Our trek commenced on 5 October (the day before the England v Australia rugby World Cup quarter-final), and we returned to civilization on the evening of the 23rd. It felt like a long-time to be away from telephones, emails, a decent place to shave (see the photos!) and vehicles - I was amazed to return to find England had reached the world-cup final, although equally shocked that Hamilton hadn’t won the F1 crown.

On our trek, we walked well over 200km, reaching a maximum height of 5,416m as we crossed the Thorong La, La meaning a pass (Mont Blanc, the highest mountain in Western Europe stands at 4,808m).

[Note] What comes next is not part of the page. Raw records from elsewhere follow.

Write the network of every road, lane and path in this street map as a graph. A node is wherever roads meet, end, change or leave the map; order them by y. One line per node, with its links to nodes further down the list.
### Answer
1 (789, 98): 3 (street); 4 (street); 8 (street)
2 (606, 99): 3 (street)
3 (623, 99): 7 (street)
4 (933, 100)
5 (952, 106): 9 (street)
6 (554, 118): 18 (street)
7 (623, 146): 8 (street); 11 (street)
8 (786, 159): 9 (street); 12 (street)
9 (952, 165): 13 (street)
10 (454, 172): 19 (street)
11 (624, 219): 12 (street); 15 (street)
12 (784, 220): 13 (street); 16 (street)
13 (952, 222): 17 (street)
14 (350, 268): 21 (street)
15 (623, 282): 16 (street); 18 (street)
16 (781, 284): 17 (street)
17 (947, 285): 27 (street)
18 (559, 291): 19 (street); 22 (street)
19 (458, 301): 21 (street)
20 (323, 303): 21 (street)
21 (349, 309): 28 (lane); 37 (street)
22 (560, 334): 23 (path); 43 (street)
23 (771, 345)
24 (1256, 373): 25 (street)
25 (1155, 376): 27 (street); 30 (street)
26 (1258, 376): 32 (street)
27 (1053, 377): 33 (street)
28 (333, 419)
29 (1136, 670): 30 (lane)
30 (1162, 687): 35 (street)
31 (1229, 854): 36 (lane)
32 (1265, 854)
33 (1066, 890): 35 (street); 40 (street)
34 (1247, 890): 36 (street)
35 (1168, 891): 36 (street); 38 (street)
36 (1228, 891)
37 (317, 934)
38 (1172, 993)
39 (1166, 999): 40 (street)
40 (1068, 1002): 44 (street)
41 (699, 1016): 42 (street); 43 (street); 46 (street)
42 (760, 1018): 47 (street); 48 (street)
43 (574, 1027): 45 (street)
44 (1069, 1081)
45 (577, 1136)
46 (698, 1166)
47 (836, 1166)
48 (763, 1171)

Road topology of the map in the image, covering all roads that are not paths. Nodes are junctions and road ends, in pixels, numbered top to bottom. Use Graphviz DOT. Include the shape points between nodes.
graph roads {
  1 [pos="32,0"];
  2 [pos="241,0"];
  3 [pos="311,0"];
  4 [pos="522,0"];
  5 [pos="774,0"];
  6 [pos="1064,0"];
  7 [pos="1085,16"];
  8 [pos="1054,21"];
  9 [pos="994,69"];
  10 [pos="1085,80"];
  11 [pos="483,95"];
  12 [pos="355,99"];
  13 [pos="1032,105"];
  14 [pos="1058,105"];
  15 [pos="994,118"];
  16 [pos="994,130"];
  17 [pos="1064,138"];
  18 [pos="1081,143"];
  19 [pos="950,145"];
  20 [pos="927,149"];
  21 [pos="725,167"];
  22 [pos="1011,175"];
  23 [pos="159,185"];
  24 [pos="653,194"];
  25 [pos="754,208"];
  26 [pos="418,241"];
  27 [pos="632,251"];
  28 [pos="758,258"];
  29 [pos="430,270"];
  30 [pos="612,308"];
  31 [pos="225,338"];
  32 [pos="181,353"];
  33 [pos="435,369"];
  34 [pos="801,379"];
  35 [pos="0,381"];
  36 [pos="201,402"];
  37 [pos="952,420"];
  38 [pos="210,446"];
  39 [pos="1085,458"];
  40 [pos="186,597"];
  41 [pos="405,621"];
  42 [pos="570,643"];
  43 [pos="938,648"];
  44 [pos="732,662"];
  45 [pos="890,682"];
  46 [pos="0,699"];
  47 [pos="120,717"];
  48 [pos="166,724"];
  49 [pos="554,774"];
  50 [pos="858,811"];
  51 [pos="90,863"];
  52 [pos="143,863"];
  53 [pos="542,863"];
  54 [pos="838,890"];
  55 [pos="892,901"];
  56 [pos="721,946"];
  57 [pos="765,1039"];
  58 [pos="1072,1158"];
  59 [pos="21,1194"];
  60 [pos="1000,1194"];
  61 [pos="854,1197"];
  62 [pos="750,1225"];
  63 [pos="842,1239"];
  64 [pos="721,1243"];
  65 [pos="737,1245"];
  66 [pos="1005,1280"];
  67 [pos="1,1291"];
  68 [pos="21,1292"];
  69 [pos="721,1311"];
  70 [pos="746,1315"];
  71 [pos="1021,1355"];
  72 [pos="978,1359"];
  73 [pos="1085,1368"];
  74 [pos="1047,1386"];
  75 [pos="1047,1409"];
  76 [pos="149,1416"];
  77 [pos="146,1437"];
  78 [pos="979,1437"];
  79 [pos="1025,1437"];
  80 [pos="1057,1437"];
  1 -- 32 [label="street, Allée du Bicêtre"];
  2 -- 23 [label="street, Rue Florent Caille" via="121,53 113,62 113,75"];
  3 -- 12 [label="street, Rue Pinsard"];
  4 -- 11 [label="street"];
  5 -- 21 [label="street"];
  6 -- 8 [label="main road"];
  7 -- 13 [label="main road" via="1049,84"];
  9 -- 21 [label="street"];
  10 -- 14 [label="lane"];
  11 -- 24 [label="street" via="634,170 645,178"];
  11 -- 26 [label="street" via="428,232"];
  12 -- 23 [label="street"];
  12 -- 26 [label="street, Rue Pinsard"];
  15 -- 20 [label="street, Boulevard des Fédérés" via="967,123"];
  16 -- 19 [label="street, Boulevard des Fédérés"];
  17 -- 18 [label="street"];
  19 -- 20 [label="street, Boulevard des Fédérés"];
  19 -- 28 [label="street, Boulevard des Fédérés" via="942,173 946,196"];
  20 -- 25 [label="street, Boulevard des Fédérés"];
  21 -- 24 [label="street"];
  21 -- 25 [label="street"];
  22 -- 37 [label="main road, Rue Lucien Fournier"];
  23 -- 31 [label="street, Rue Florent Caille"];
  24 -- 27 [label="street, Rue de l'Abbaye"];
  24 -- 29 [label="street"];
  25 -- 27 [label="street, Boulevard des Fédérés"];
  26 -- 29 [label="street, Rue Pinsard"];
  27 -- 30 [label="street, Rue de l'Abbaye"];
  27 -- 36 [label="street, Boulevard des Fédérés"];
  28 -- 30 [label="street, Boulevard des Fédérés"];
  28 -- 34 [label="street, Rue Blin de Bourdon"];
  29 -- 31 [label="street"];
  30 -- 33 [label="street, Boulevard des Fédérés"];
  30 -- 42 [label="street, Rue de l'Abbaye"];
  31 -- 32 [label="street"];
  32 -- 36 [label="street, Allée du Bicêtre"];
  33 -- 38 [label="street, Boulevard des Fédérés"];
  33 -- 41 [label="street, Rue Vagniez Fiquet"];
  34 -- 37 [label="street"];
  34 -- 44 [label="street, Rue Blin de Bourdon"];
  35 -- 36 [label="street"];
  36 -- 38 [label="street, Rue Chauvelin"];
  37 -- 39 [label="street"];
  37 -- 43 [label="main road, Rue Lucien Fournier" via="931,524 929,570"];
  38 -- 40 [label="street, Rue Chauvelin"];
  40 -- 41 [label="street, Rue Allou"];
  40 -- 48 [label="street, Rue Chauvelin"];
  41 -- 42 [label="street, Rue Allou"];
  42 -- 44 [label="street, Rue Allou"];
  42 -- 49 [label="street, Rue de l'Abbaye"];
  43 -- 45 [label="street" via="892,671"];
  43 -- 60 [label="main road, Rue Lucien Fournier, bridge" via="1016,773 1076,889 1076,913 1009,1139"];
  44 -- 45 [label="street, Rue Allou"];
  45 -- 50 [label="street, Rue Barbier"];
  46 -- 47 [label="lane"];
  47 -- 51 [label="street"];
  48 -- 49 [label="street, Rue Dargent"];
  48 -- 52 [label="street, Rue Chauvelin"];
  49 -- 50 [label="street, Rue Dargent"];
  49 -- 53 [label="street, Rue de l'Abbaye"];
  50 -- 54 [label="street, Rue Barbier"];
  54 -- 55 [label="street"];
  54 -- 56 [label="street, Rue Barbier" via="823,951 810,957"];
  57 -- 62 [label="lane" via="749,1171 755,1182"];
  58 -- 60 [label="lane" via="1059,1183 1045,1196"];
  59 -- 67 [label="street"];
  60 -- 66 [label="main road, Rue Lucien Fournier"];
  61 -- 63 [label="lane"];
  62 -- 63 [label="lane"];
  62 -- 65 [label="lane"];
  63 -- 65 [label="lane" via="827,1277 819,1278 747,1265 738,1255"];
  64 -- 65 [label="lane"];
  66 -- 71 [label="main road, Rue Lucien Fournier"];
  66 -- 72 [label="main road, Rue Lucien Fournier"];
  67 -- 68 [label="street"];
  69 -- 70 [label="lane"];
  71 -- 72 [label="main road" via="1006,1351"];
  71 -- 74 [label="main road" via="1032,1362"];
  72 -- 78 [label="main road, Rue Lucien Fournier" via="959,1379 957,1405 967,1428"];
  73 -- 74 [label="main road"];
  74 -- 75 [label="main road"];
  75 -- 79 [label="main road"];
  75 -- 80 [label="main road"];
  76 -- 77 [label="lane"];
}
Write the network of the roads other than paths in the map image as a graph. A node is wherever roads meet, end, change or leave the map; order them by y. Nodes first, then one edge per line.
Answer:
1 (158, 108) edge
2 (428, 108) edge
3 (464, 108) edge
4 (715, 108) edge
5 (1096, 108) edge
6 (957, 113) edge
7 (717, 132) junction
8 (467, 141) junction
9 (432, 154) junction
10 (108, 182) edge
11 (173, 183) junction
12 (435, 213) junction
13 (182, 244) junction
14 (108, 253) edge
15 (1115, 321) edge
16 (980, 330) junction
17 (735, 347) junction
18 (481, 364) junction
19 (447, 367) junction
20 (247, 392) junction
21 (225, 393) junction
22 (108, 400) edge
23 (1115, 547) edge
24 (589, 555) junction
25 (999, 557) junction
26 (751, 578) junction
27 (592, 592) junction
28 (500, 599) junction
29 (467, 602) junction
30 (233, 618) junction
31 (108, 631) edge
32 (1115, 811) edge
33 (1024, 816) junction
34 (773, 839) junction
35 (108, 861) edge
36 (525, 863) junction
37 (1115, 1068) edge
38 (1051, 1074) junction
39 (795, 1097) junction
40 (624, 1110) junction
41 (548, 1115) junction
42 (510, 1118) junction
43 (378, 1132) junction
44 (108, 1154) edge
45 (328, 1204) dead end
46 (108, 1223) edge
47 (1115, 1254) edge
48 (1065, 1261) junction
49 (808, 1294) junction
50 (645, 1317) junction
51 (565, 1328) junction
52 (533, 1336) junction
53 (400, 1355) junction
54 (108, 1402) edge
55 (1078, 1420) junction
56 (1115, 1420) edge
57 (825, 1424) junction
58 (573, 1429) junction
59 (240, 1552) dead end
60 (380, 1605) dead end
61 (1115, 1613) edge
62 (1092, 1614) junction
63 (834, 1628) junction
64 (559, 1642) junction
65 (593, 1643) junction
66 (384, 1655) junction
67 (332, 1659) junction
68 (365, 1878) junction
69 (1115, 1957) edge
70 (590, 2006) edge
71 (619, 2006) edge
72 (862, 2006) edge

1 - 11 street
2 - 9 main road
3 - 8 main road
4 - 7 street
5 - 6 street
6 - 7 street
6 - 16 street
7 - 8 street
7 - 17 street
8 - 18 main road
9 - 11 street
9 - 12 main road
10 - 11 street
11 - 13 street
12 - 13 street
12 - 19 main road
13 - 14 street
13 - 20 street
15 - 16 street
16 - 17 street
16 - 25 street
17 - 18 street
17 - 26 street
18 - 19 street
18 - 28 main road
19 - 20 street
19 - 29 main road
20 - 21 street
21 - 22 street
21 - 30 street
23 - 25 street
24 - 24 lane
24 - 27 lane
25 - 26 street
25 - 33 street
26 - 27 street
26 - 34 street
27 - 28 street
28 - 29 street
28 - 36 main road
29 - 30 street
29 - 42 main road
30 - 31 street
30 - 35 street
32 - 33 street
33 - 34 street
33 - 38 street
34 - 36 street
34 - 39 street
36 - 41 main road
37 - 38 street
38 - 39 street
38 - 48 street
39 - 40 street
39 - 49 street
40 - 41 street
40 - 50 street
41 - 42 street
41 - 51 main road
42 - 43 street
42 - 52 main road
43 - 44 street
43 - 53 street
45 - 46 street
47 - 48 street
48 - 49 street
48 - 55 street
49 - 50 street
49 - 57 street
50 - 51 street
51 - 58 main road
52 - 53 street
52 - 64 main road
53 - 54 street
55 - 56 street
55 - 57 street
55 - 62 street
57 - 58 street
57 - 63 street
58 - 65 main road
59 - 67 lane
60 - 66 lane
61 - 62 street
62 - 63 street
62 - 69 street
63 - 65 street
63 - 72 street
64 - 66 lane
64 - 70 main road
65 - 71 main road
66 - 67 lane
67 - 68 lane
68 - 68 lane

The scenery was absolutely stunning as we climbed from an altitude of just over 800m up to the pass. Starting in areas littered with rice paddies, we walked through lush forests, sparser Alpine terrain, tundra and ultimately above the snow-line. The views were stupendous and (although the route is popular with tourists) you do feel genuinely isolated from the outside world.

We particularly enjoyed the snow-capped peaks, and over the course of our trek had views of three of the world’s highest - Dhaulagiri (8,167m: the 7th highest), Manaslu (8,163m: 8th) and Annapurna I (8,091: 10th). A particular highlight was an early morning climb to Poon Hill (3,200m) to watch the sun rise over the mountains.

The biggest disappointment was the crossing of the pass itself. Having spent the night in a tent at 4,400m (the only alternative being a truly disgusting dormitory room, with damp beds, wet bedding and mould-covered walls), Sarah and I were determined to cross the Thorong La the following day - I don’t think we could face another day of canvas and filthy squat toilets.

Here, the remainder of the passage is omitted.